Comme vous le dites, il n’y a pas lieu de comparer la situation des véhicules à hydrogène de celle de la Prius, dans la mesure où celle-ci n’a pas été confrontée à la problématique de l’infrastructure que nous devons résoudre. Je n’ai cité cette comparaison que dans la mesure où le groupe Toyota le fait lui-même. Ce que les responsables de Toyota ne disent pas, c’est qu’ils souhaitent mettre en place un modèle de déploiement de la technologie hydrogène – ils y travaillent aux États-Unis, notamment avec Air Liquide – visant à s’affranchir de la problématique de l’infrastructure, en proposant des packages incluant non seulement le véhicule, mais aussi la fourniture de l’énergie. Aujourd’hui, la Tesla est vendue avec sa recharge gratuite – le coût de l’électricité est compris dans le prix de vente de la voiture –, et c’est ce modèle qu’ils cherchent à imiter. Notre démarche est un peu similaire avec notre approche de flotte captive : dès lors qu’il se trouve un ensemble de véhicules à un endroit donné, un opérateur d’énergie va être en mesure de proposer une offre d’approvisionnement. En gros, il est intéressant d’installer une station à partir du moment où un peu plus de vingt véhicules sont susceptibles de venir y faire le plein.

Mme la rapporteure. Quel est le seuil de rentabilité d’une station ?

M. Fabio Ferrari. Environ quarante véhicules – c’est d’ailleurs le seuil à partir duquel les banques sont disposées à consentir des prêts –, mais il est possible d’envisager l’installation d’une station à partir d’une vingtaine de véhicules venant s’approvisionner régulièrement.

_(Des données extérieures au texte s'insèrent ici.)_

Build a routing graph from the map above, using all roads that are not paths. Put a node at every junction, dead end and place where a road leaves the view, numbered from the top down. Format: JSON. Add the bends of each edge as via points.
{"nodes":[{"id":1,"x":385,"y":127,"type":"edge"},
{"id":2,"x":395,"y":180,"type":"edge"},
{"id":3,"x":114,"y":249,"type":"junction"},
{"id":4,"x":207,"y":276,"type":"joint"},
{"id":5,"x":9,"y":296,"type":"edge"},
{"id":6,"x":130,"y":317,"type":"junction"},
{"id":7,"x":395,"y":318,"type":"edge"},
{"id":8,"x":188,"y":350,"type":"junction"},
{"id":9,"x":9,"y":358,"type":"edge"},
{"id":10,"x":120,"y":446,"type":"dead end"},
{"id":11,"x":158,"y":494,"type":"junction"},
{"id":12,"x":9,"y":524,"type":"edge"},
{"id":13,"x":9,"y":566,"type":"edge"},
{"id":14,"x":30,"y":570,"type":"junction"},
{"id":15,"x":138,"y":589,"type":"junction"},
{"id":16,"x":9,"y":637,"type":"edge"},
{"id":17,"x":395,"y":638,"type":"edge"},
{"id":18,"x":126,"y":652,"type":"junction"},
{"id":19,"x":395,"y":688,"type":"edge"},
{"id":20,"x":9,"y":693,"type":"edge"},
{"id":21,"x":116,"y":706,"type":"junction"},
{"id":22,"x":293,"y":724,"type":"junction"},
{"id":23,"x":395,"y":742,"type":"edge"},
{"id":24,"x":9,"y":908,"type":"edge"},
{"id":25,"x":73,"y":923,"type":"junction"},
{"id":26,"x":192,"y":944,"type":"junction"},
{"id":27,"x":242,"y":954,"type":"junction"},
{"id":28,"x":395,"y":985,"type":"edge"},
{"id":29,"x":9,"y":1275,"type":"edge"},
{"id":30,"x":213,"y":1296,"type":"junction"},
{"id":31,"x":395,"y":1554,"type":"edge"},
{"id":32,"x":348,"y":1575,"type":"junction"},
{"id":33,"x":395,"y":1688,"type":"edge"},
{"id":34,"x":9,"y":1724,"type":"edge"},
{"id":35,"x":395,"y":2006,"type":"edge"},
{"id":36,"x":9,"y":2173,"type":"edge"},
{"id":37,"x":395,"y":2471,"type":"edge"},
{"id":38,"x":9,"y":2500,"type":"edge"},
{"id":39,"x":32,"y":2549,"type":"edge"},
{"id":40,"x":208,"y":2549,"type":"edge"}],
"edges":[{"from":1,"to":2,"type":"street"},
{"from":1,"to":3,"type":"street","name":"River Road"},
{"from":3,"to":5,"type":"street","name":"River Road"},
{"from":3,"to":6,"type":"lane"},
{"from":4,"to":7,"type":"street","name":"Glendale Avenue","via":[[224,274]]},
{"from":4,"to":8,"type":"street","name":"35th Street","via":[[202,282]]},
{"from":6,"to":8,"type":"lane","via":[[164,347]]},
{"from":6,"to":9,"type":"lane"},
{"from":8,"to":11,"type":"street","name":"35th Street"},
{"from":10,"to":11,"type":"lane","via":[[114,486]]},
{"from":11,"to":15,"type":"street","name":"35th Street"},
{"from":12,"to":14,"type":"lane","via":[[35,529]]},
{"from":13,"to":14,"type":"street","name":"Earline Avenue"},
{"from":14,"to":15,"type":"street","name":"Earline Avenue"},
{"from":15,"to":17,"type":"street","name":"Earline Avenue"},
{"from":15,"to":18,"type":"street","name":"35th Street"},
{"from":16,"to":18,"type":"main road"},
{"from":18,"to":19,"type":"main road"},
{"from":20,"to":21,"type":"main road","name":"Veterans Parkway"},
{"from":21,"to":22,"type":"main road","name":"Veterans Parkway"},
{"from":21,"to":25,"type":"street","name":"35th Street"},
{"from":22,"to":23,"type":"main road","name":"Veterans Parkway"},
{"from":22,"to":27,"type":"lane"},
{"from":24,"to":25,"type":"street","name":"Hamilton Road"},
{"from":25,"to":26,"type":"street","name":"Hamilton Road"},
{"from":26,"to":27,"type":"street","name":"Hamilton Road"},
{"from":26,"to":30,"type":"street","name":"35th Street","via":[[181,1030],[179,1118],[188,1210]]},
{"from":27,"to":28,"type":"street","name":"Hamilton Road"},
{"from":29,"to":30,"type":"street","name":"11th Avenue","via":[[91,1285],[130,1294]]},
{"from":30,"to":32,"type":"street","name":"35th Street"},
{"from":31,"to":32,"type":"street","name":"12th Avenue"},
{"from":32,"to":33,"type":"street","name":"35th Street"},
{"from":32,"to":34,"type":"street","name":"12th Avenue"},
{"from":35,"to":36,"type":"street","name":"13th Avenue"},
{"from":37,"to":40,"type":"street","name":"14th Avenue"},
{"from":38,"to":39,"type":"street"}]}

Mme Aliette Quint. Nous avons installé environ 75 stations de distribution d’hydrogène dans le monde, ce qui représente 30 % de parts de marché – car nous avons évidemment des concurrents. Le consortium regroupant Air Liquide, Total, la compagnie pétrolière autrichienne OMV, Shell, Daimler et notre principal concurrent dans les domaines du gaz industriel, le groupe Linde AG, a installé dix-huit stations en Allemagne sur les cinquante dont le pays a décidé de se doter à l’horizon 2017. Il y a donc un peu de retard dans le calendrier – ce que les autorités allemandes nous rappellent régulièrement – en raison des délais administratifs d’ouverture des stations plus longs que prévu et, dans une moindre mesure, de la difficulté pour nous de maintenir un rythme d’investissement très soutenu.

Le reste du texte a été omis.